DATA IN THIS EXERCISE =>
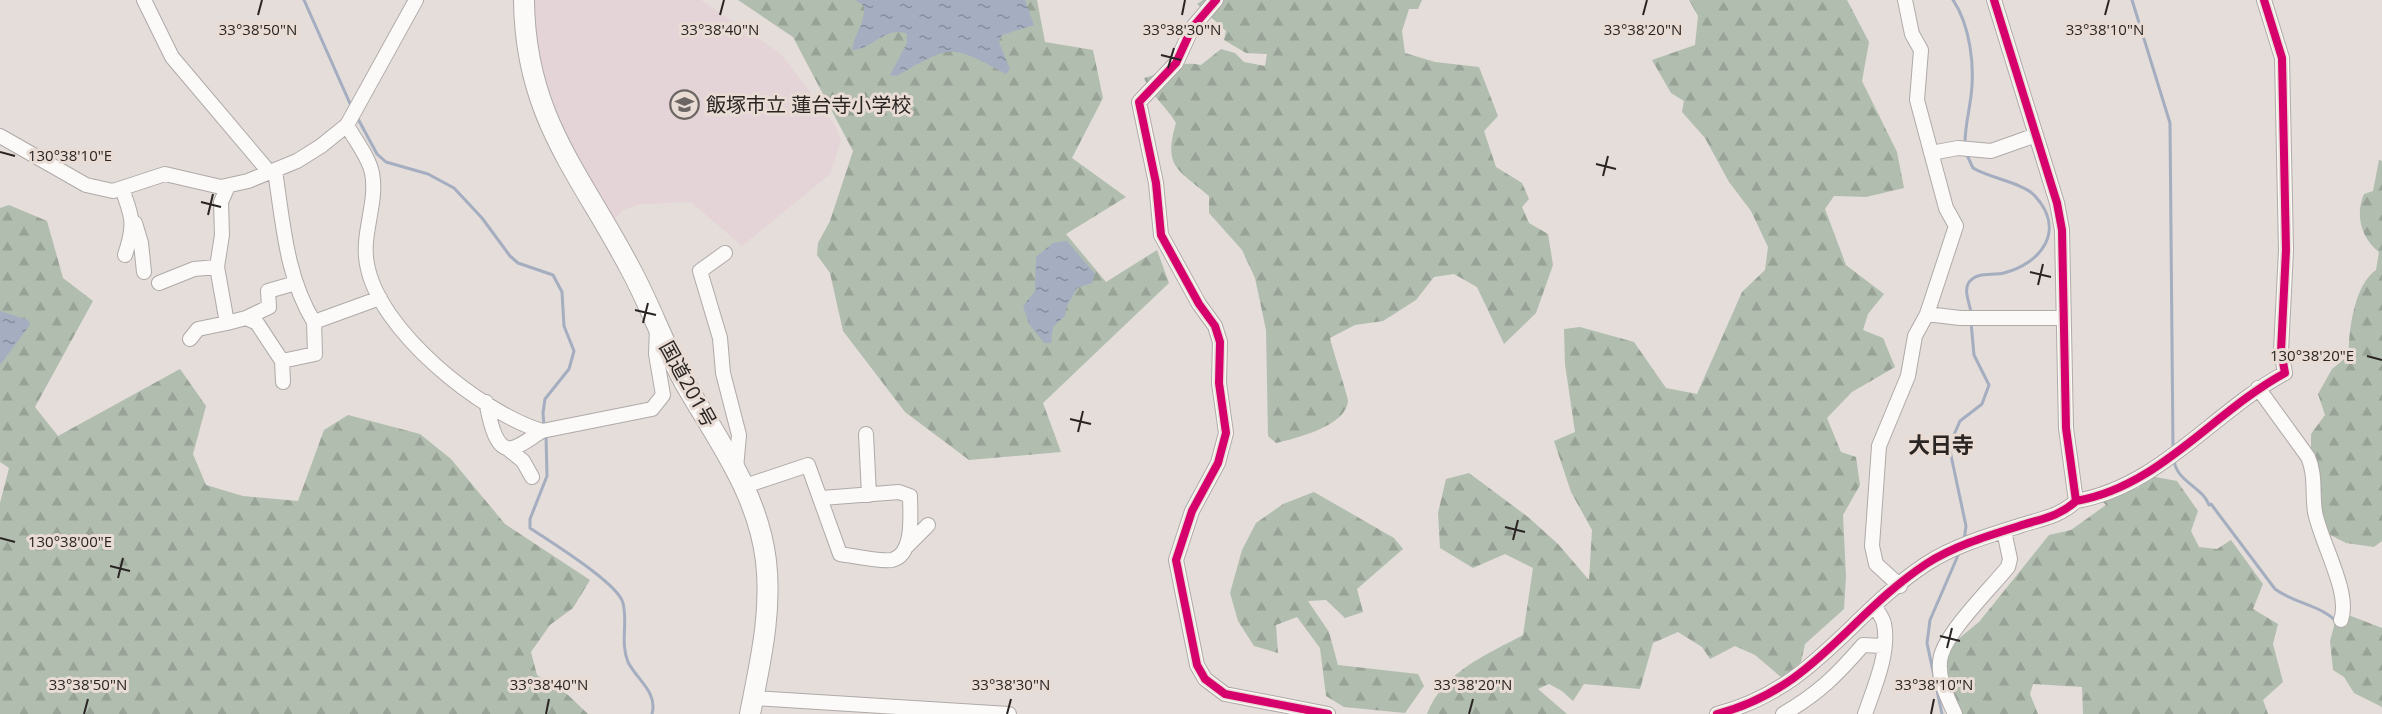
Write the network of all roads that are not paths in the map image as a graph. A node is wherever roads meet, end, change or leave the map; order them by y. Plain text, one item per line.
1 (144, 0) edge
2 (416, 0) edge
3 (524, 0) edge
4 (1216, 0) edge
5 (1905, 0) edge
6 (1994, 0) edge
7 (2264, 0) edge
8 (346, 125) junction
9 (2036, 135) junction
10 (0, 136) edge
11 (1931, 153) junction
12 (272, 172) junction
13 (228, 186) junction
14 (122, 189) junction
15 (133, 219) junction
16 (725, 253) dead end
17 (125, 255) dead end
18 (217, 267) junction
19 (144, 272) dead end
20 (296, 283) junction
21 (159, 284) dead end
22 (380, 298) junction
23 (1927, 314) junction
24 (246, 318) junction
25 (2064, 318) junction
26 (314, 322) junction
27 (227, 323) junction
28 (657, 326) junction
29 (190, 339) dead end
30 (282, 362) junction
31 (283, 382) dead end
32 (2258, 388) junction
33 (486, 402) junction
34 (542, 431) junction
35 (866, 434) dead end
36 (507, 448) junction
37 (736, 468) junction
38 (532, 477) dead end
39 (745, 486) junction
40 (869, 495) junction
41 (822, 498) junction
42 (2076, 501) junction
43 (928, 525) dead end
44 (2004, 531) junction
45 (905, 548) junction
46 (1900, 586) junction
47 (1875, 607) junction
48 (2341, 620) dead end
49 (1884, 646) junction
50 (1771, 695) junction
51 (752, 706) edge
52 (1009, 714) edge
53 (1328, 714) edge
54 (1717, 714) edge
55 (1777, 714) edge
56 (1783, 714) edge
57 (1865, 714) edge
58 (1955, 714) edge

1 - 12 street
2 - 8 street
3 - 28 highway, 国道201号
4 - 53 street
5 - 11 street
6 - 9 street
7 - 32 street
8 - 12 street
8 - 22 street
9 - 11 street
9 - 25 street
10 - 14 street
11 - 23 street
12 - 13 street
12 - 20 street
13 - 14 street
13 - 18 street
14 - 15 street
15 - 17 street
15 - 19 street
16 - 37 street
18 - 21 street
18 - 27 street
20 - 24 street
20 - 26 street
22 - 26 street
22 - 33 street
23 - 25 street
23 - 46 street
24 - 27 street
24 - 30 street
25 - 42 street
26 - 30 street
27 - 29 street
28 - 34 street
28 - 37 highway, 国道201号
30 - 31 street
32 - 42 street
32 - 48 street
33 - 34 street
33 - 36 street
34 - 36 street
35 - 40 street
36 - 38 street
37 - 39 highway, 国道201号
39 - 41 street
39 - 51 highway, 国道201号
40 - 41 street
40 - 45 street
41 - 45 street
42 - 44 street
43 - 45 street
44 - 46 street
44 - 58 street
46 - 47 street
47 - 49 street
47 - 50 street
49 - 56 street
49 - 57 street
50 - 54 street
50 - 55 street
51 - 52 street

PROBLEM DETAILS =>
Omit every picture while transcribing the records above exactly.

TASK RESPONSE =>
Write the network of all roads that are not paths in the map image as a graph. A node is wherever roads meet, end, change or leave the map; order them by y. Plain text, one item per line.
1 (144, 0) edge
2 (416, 0) edge
3 (524, 0) edge
4 (1216, 0) edge
5 (1905, 0) edge
6 (1994, 0) edge
7 (2264, 0) edge
8 (346, 125) junction
9 (2036, 135) junction
10 (0, 136) edge
11 (1931, 153) junction
12 (272, 172) junction
13 (228, 186) junction
14 (122, 189) junction
15 (133, 219) junction
16 (725, 253) dead end
17 (125, 255) dead end
18 (217, 267) junction
19 (144, 272) dead end
20 (296, 283) junction
21 (159, 284) dead end
22 (380, 298) junction
23 (1927, 314) junction
24 (246, 318) junction
25 (2064, 318) junction
26 (314, 322) junction
27 (227, 323) junction
28 (657, 326) junction
29 (190, 339) dead end
30 (282, 362) junction
31 (283, 382) dead end
32 (2258, 388) junction
33 (486, 402) junction
34 (542, 431) junction
35 (866, 434) dead end
36 (507, 448) junction
37 (736, 468) junction
38 (532, 477) dead end
39 (745, 486) junction
40 (869, 495) junction
41 (822, 498) junction
42 (2076, 501) junction
43 (928, 525) dead end
44 (2004, 531) junction
45 (905, 548) junction
46 (1900, 586) junction
47 (1875, 607) junction
48 (2341, 620) dead end
49 (1884, 646) junction
50 (1771, 695) junction
51 (752, 706) edge
52 (1009, 714) edge
53 (1328, 714) edge
54 (1717, 714) edge
55 (1777, 714) edge
56 (1783, 714) edge
57 (1865, 714) edge
58 (1955, 714) edge

1 - 12 street
2 - 8 street
3 - 28 highway, 国道201号
4 - 53 street
5 - 11 street
6 - 9 street
7 - 32 street
8 - 12 street
8 - 22 street
9 - 11 street
9 - 25 street
10 - 14 street
11 - 23 street
12 - 13 street
12 - 20 street
13 - 14 street
13 - 18 street
14 - 15 street
15 - 17 street
15 - 19 street
16 - 37 street
18 - 21 street
18 - 27 street
20 - 24 street
20 - 26 street
22 - 26 street
22 - 33 street
23 - 25 street
23 - 46 street
24 - 27 street
24 - 30 street
25 - 42 street
26 - 30 street
27 - 29 street
28 - 34 street
28 - 37 highway, 国道201号
30 - 31 street
32 - 42 street
32 - 48 street
33 - 34 street
33 - 36 street
34 - 36 street
35 - 40 street
36 - 38 street
37 - 39 highway, 国道201号
39 - 41 street
39 - 51 highway, 国道201号
40 - 41 street
40 - 45 street
41 - 45 street
42 - 44 street
43 - 45 street
44 - 46 street
44 - 58 street
46 - 47 street
47 - 49 street
47 - 50 street
49 - 56 street
49 - 57 street
50 - 54 street
50 - 55 street
51 - 52 street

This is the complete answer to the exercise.